Categories > Celebrities > My Chemical Romance
Let Me See
4 reviewsMikey hates his new glasses. And Gerard knows why. One-shot. Read, review, rate and feel my love! :P
2Ambiance
Let Me See
Saturday mornings, is there anything better?
No. Not in the opinion of this school-hating thirteen-year-old anyway. A Saturday morning is like completing one of the insanely hard levels on Sonic the Hedgehog; it comes with a sense of achievement at having run fast enough to survive through the death-trap of school. A nice lie-in without the threat of school the next morning, a retreat from everything other than my comic books and CDs in my bat cave of a bedroom.

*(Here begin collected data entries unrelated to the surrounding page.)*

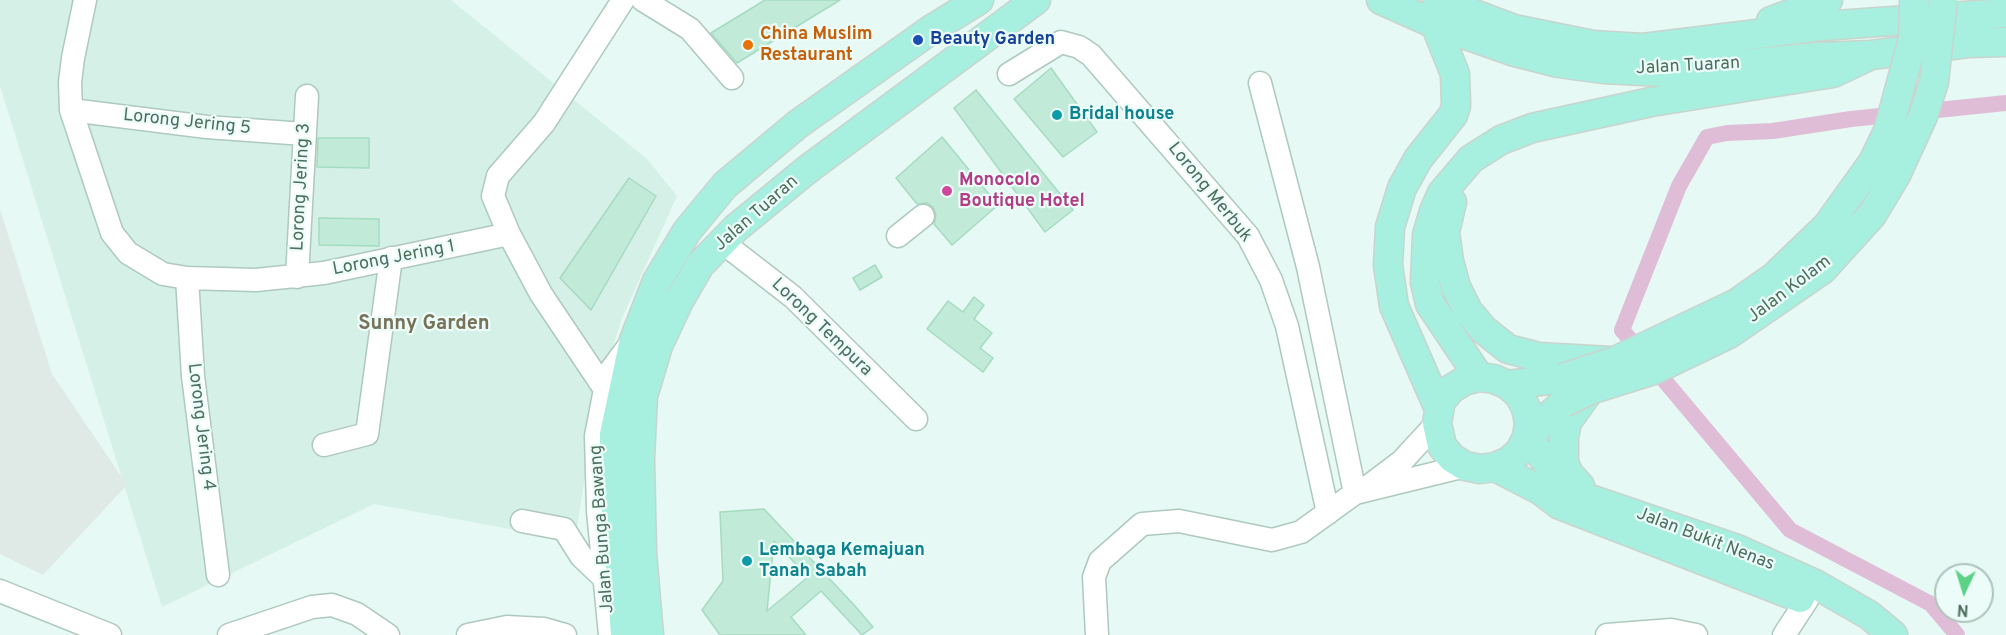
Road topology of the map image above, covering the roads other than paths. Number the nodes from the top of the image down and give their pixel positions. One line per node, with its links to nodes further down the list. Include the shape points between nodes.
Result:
1 (86, 0): 19 (street, via 73,58)
2 (623, 0): 23 (street, via 544,123 498,176 493,196)
3 (643, 0): 16 (street, via 690,29)
4 (979, 0): 29 (main road, Jalan Tuaran, via 798,124 725,185 687,231 657,280)
5 (1036, 0): 25 (main road, Jalan Tuaran, via 808,169)
6 (1381, 0): 10 (main road, Jalan Tuaran)
7 (1914, 0): 33 (main road, Jalan Kolam, bridge, via 1913,39 1888,131 1873,162 1827,226 1774,277 1737,303 1615,361)
8 (1943, 0): 33 (main road, Jalan Kolam, bridge, via 1934,82 1923,116 1896,175 1872,215 1822,270 1729,334 1654,370 1590,390)
9 (2006, 3): 11 (main road)
10 (1436, 12): 11 (main road, Jalan Tuaran, via 1593,45 1644,48 1715,40); 14 (main road, Jalan Tuaran, via 1515,52 1603,69 1663,72); 34 (main road, via 1455,74 1456,106 1402,188 1390,227 1388,265 1394,306)
11 (1825, 13): 12 (main road)
12 (2006, 13)
13 (2006, 42): 14 (main road, Jalan Tuaran)
14 (1871, 55): 21 (main road, via 1833,73 1651,102 1532,128 1501,140)
15 (1009, 74): 42 (street, Lorong Merbuk, via 1061,42 1079,46 1248,236 1271,280 1287,326)
16 (732, 78)
17 (1260, 83): 40 (street)
18 (307, 96): 20 (street, Lorong Jering 3)
19 (71, 110): 20 (street, Lorong Jering 5); 27 (street, Lorong Jering 1, via 112,233 128,253 164,274)
20 (304, 134): 28 (street, Lorong Jering 3)
21 (1471, 159): 30 (main road, via 1442,193 1434,211 1427,235 1425,282 1430,304); 33 (main road, via 1454,194 1445,232 1456,286 1468,311 1484,330 1508,349 1539,357)
22 (923, 216): 24 (street)
23 (508, 234): 26 (street, Lorong Jering 1); 32 (street, via 541,294)
24 (898, 236)
25 (722, 242): 35 (street, Lorong Tempura, via 793,297); 55 (main road, Jalan Tuaran, via 700,265 679,301 658,346 643,396 642,553)
26 (391, 258): 28 (street, Lorong Jering 1); 37 (street, via 368,434)
27 (187, 278): 28 (street, Lorong Jering 1); 44 (street, Lorong Jering 4, via 193,376)
28 (297, 278)
29 (634, 339): 32 (street, Jalan Bunga Bawang, via 608,374); 54 (main road, Jalan Tuaran, via 615,435 614,481)
30 (1479, 377): 31 (main road); 34 (main road, via 1451,389)
31 (1508, 385): 33 (main road, Jalan Kolam); 36 (main road, via 1526,408)
32 (604, 388): 45 (street, Jalan Bunga Bawang, via 596,436 598,511)
33 (1566, 391): 36 (main road, Jalan Kolam); 41 (main road, via 1564,463 1578,484)
34 (1438, 416): 38 (main road, via 1442,446); 40 (street, via 1402,461)
35 (916, 419)
36 (1527, 437): 39 (main road, via 1514,456); 41 (main road, Jalan Bukit Nenas, via 1568,488)
37 (324, 445)
38 (1465, 466): 39 (main road); 40 (street)
39 (1496, 467): 47 (main road, Jalan Bukit Nenas, via 1560,505)
40 (1360, 491): 42 (street)
41 (1602, 501): 61 (main road, Jalan Bukit Nenas, via 1737,549 1815,584 1869,615)
42 (1328, 513): 56 (street, via 1301,532 1272,540 1179,521 1142,524 1100,561 1094,577)
43 (522, 521): 45 (street, via 564,529 581,556)
44 (218, 575)
45 (606, 580): 53 (street, Jalan Bunga Bawang)
46 (0, 591): 48 (street)
47 (1807, 600): 59 (street); 60 (main road, Jalan Bukit Nenas)
48 (110, 635)
49 (229, 635): 50 (street, via 312,607 332,605 357,614)
50 (388, 635)
51 (468, 635): 52 (street, via 507,627 544,629)
52 (565, 635)
53 (610, 635)
54 (625, 635)
55 (649, 635)
56 (1097, 635)
57 (1607, 635): 58 (street, via 1671,630)
58 (1696, 635)
59 (1784, 635)
60 (1864, 635)
61 (1893, 635)

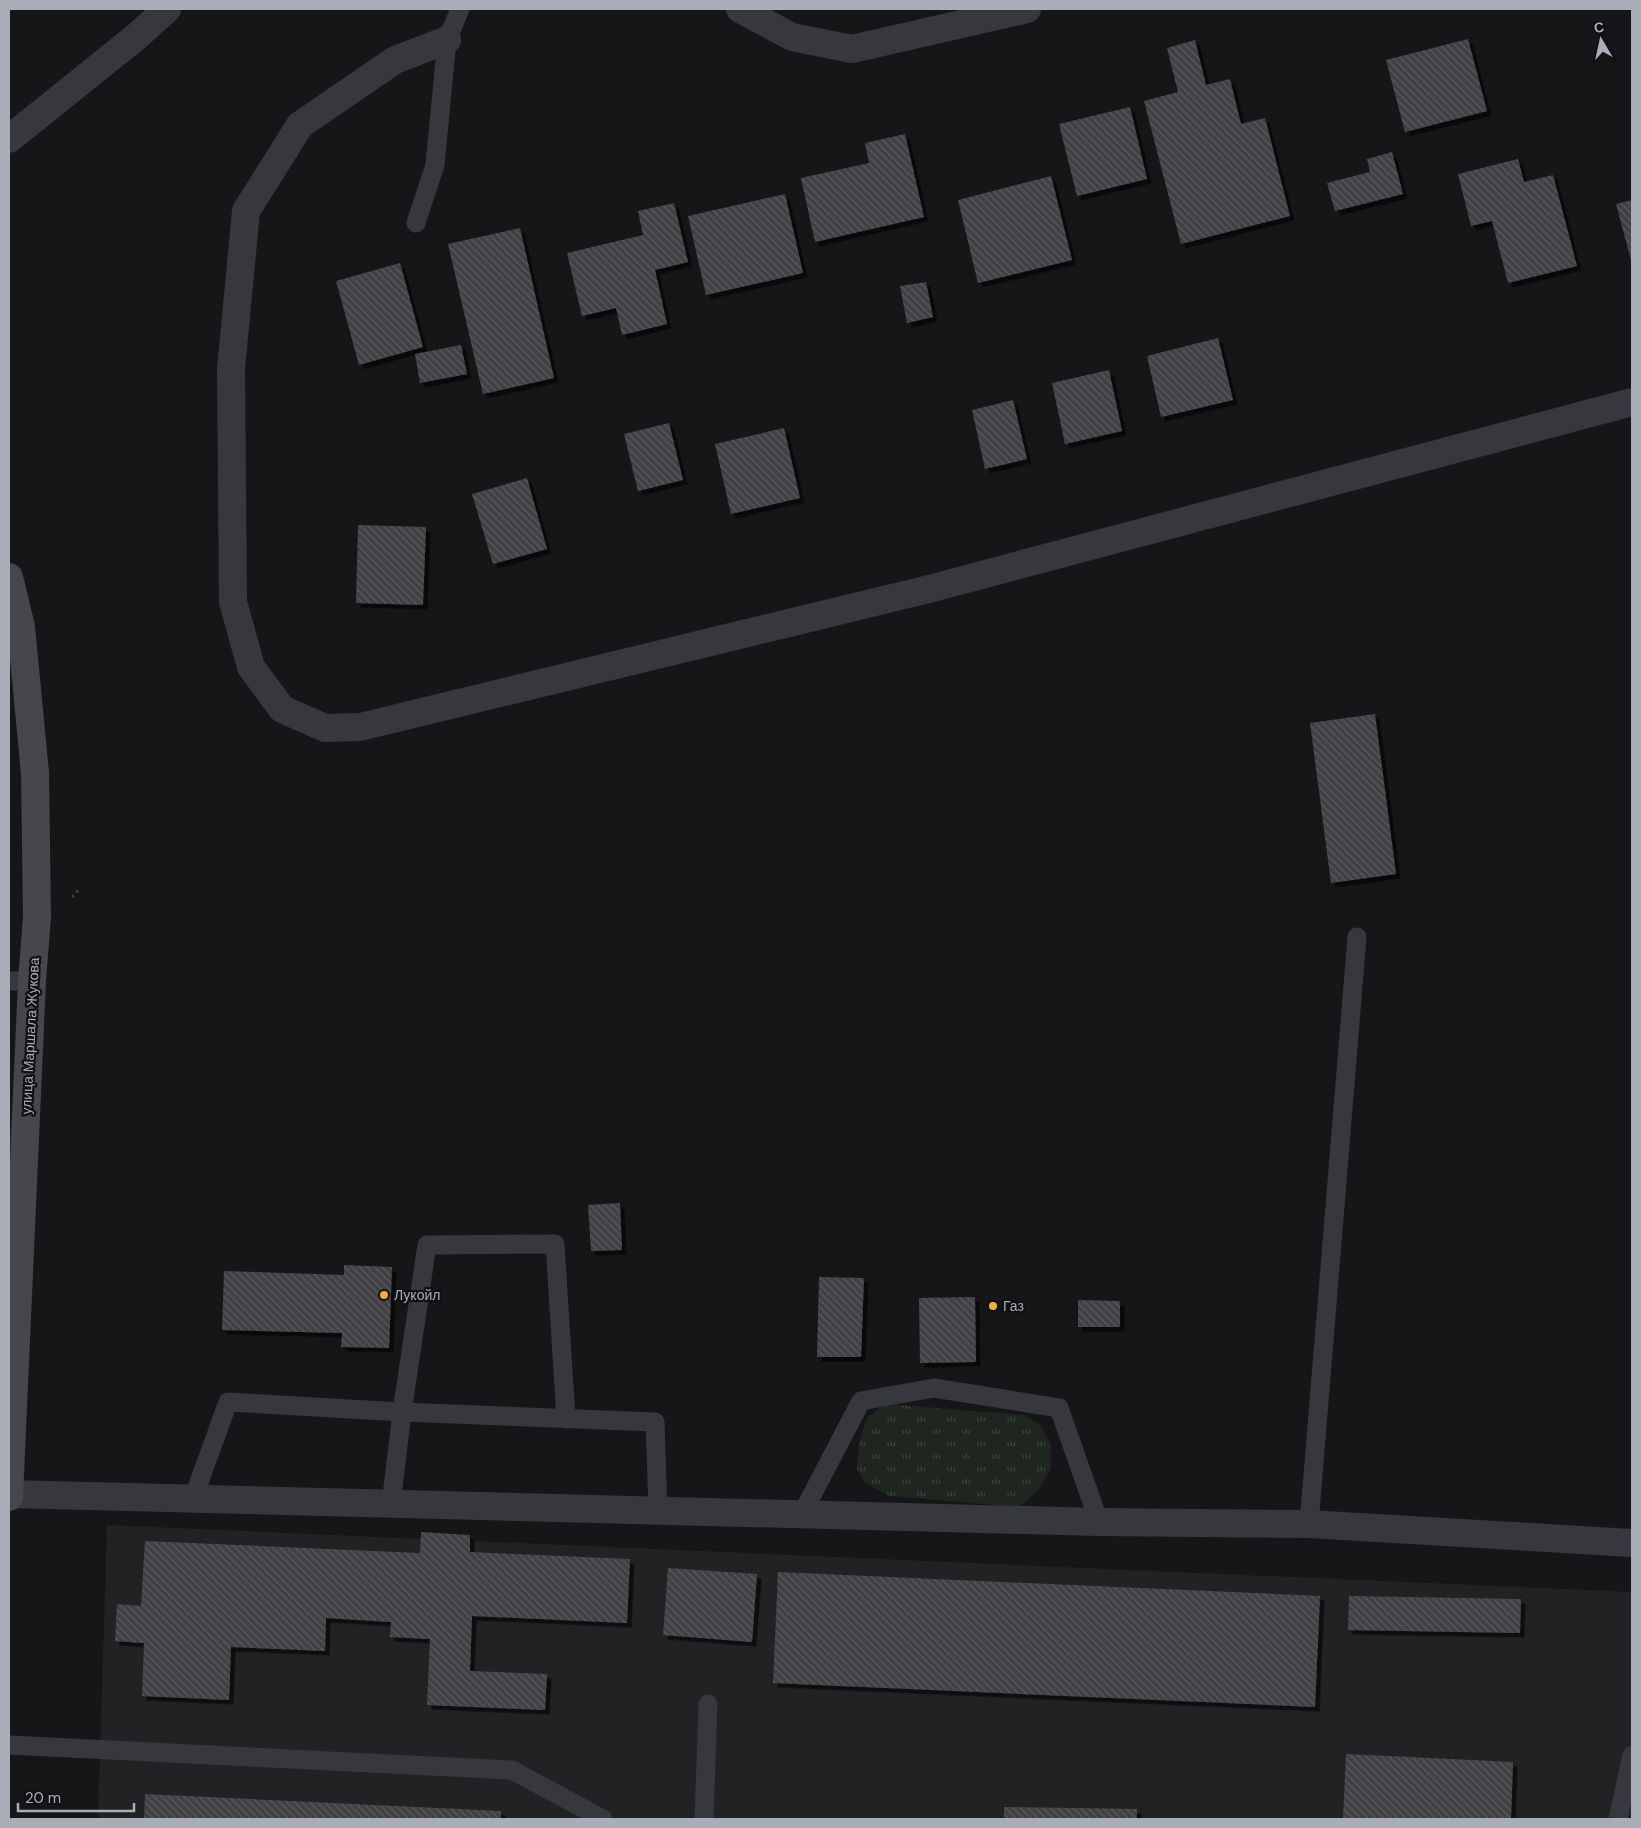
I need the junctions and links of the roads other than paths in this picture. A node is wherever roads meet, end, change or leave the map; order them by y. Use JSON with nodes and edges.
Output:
{"nodes":[{"id":1,"x":167,"y":9,"type":"edge"},
{"id":2,"x":460,"y":9,"type":"edge"},
{"id":3,"x":740,"y":9,"type":"edge"},
{"id":4,"x":1027,"y":9,"type":"edge"},
{"id":5,"x":447,"y":40,"type":"junction"},
{"id":6,"x":9,"y":138,"type":"edge"},
{"id":7,"x":416,"y":223,"type":"dead end"},
{"id":8,"x":1632,"y":402,"type":"edge"},
{"id":9,"x":9,"y":578,"type":"edge"},
{"id":10,"x":1357,"y":937,"type":"dead end"},
{"id":11,"x":20,"y":981,"type":"edge"},
{"id":12,"x":402,"y":1412,"type":"junction"},
{"id":13,"x":566,"y":1419,"type":"junction"},
{"id":14,"x":9,"y":1495,"type":"edge"},
{"id":15,"x":193,"y":1499,"type":"junction"},
{"id":16,"x":391,"y":1504,"type":"junction"},
{"id":17,"x":658,"y":1511,"type":"junction"},
{"id":18,"x":802,"y":1514,"type":"junction"},
{"id":19,"x":1099,"y":1522,"type":"junction"},
{"id":20,"x":1309,"y":1524,"type":"junction"},
{"id":21,"x":1632,"y":1543,"type":"edge"},
{"id":22,"x":708,"y":1704,"type":"dead end"},
{"id":23,"x":9,"y":1745,"type":"edge"},
{"id":24,"x":1632,"y":1755,"type":"edge"},
{"id":25,"x":603,"y":1819,"type":"edge"},
{"id":26,"x":704,"y":1819,"type":"edge"},
{"id":27,"x":1618,"y":1819,"type":"edge"}],
"edges":[{"from":1,"to":6,"type":"street"},
{"from":2,"to":5,"type":"lane"},
{"from":3,"to":4,"type":"street"},
{"from":5,"to":7,"type":"lane"},
{"from":5,"to":8,"type":"street"},
{"from":9,"to":11,"type":"main road","name":"улица Маршала Жукова"},
{"from":10,"to":20,"type":"lane"},
{"from":11,"to":14,"type":"main road","name":"улица Маршала Жукова"},
{"from":12,"to":13,"type":"lane"},
{"from":12,"to":13,"type":"lane"},
{"from":12,"to":15,"type":"lane"},
{"from":12,"to":16,"type":"lane"},
{"from":13,"to":17,"type":"lane"},
{"from":14,"to":15,"type":"street"},
{"from":15,"to":16,"type":"street"},
{"from":16,"to":17,"type":"street"},
{"from":17,"to":18,"type":"street"},
{"from":18,"to":19,"type":"street"},
{"from":18,"to":19,"type":"lane"},
{"from":19,"to":20,"type":"street"},
{"from":20,"to":21,"type":"street"},
{"from":22,"to":26,"type":"lane"},
{"from":23,"to":25,"type":"lane"},
{"from":24,"to":27,"type":"lane"}]}
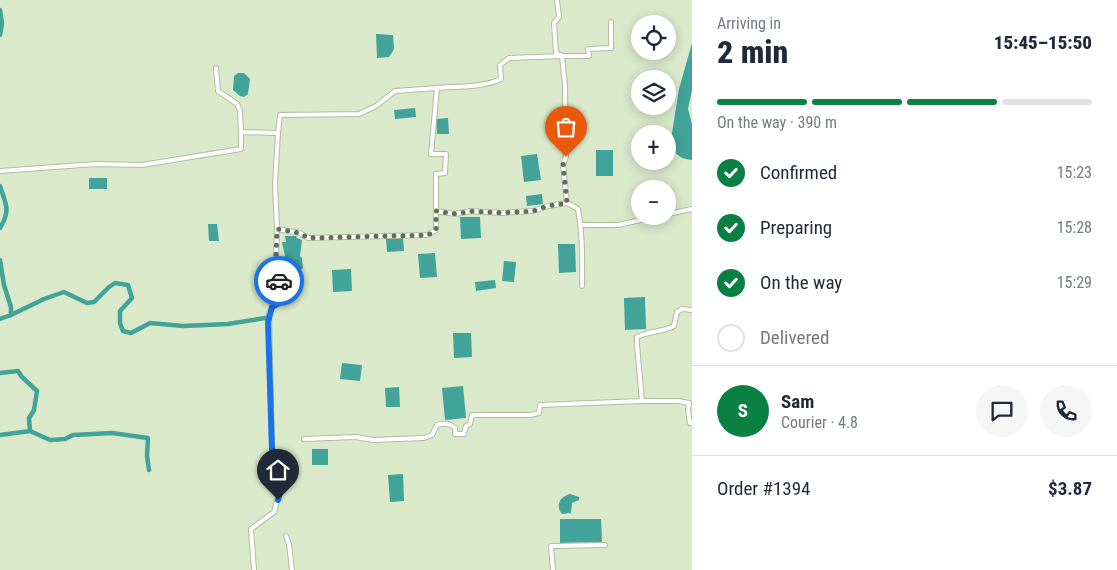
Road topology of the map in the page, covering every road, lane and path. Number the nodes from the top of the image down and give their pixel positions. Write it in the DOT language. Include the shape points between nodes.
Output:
graph roads {
  1 [pos="557,0"];
  2 [pos="611,22"];
  3 [pos="562,56"];
  4 [pos="216,68"];
  5 [pos="436,88"];
  6 [pos="241,132"];
  7 [pos="278,132"];
  8 [pos="0,171"];
  9 [pos="567,203"];
  10 [pos="692,209"];
  11 [pos="436,211"];
  12 [pos="676,212"];
  13 [pos="631,222"];
  14 [pos="581,225"];
  15 [pos="277,229"];
  16 [pos="582,286"];
  17 [pos="692,310"];
  18 [pos="642,401"];
  19 [pos="692,423"];
  20 [pos="304,439"];
  21 [pos="286,536"];
  22 [pos="605,544"];
  23 [pos="254,570"];
  24 [pos="292,570"];
  25 [pos="553,570"];
  1 -- 3 [label="street" via="559,17 554,22 556,53"];
  2 -- 3 [label="street" via="610,48 588,49 589,56"];
  3 -- 5 [label="street" via="509,58 500,66 501,79 495,82"];
  3 -- 9 [label="street" via="566,157 563,165"];
  4 -- 6 [label="street" via="218,92 237,104 240,110"];
  5 -- 7 [label="street" via="395,91 359,114 280,115"];
  5 -- 11 [label="street" via="431,154 446,154 445,173 436,174"];
  6 -- 7 [label="street"];
  6 -- 8 [label="street" via="241,150 142,165 96,164"];
  7 -- 15 [label="street"];
  9 -- 11 [label="street" via="533,211 502,213"];
  9 -- 14 [label="street" via="578,209"];
  10 -- 12 [label="street"];
  11 -- 15 [label="street" via="436,230 428,235 308,238 300,233"];
  13 -- 14 [label="street"];
  14 -- 16 [label="street"];
  15 -- 23 [label="street" via="281,302 272,307 270,313 270,394 272,450 282,456 285,473 274,512 251,529"];
  17 -- 18 [label="street" via="677,312 674,326 637,336"];
  18 -- 19 [label="street" via="688,403"];
  18 -- 20 [label="street" via="540,406 539,413 530,414 472,415 464,434 455,434 455,428 445,424 437,425 432,435 424,438"];
  21 -- 24 [label="street"];
  22 -- 25 [label="street" via="552,546"];
}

Nothing but me and the silence, chilling the morning away. Worrying about nothing and grinning about everything. Yeah, life’s sweet. It might not be on Monday when I have to face school again and it might not be tomorrow when Mom forces me to go to church along with my little brother, but right now everything’s sweeter than bubble-gum on a beach. I might get up later, I might not. It’s a Saturday; I can do whatever the hell I want. And it feels goddamn great.
“Whoa!”
The loud cry falls through the house, making me sit bolt upright in bed and completely wrecking my paradise of relaxation. Because it’s followed by a sickening thud, crash and bang.
And a loud wail.
A wail that is unmistakably Mikey, my stick of a baby brother. He sounds hurt too, or panicked at least, and I hate hearing him sound like that when there’s something I can do to make it better. There is always something I can do; when his goldfish died I helped him bury it properly in the garden so that he could feel like he said goodbye properly; when he got picked on for the first time at the age of just six, I helped him to forget about it by singing his favourite lullaby to him; when he got too scared to sleep after I provoked him into watching A Nightmare on Elm Street, I cuddled him in my bed until he felt safe enough to doze off. I always make it better for him.
I’m his big brother. It’s what I do.
“Gee! Gee!”
And he knows that.
Not caring that my Saturday morning lie-in, the one I look forward to all week, has been blown to shit, I shoot out of my basement room and up into the garishly sunlit living room. I follow the wails and cries that pierce my heart in such a way that the only reason I haven’t bled to death yet is because knowing that I can help Mikes is stopping the arrows of his agony from digging in too deep. My feet pick up the pace a bit as he gets louder, borderline hysterical, and I round the corner into the kitchen.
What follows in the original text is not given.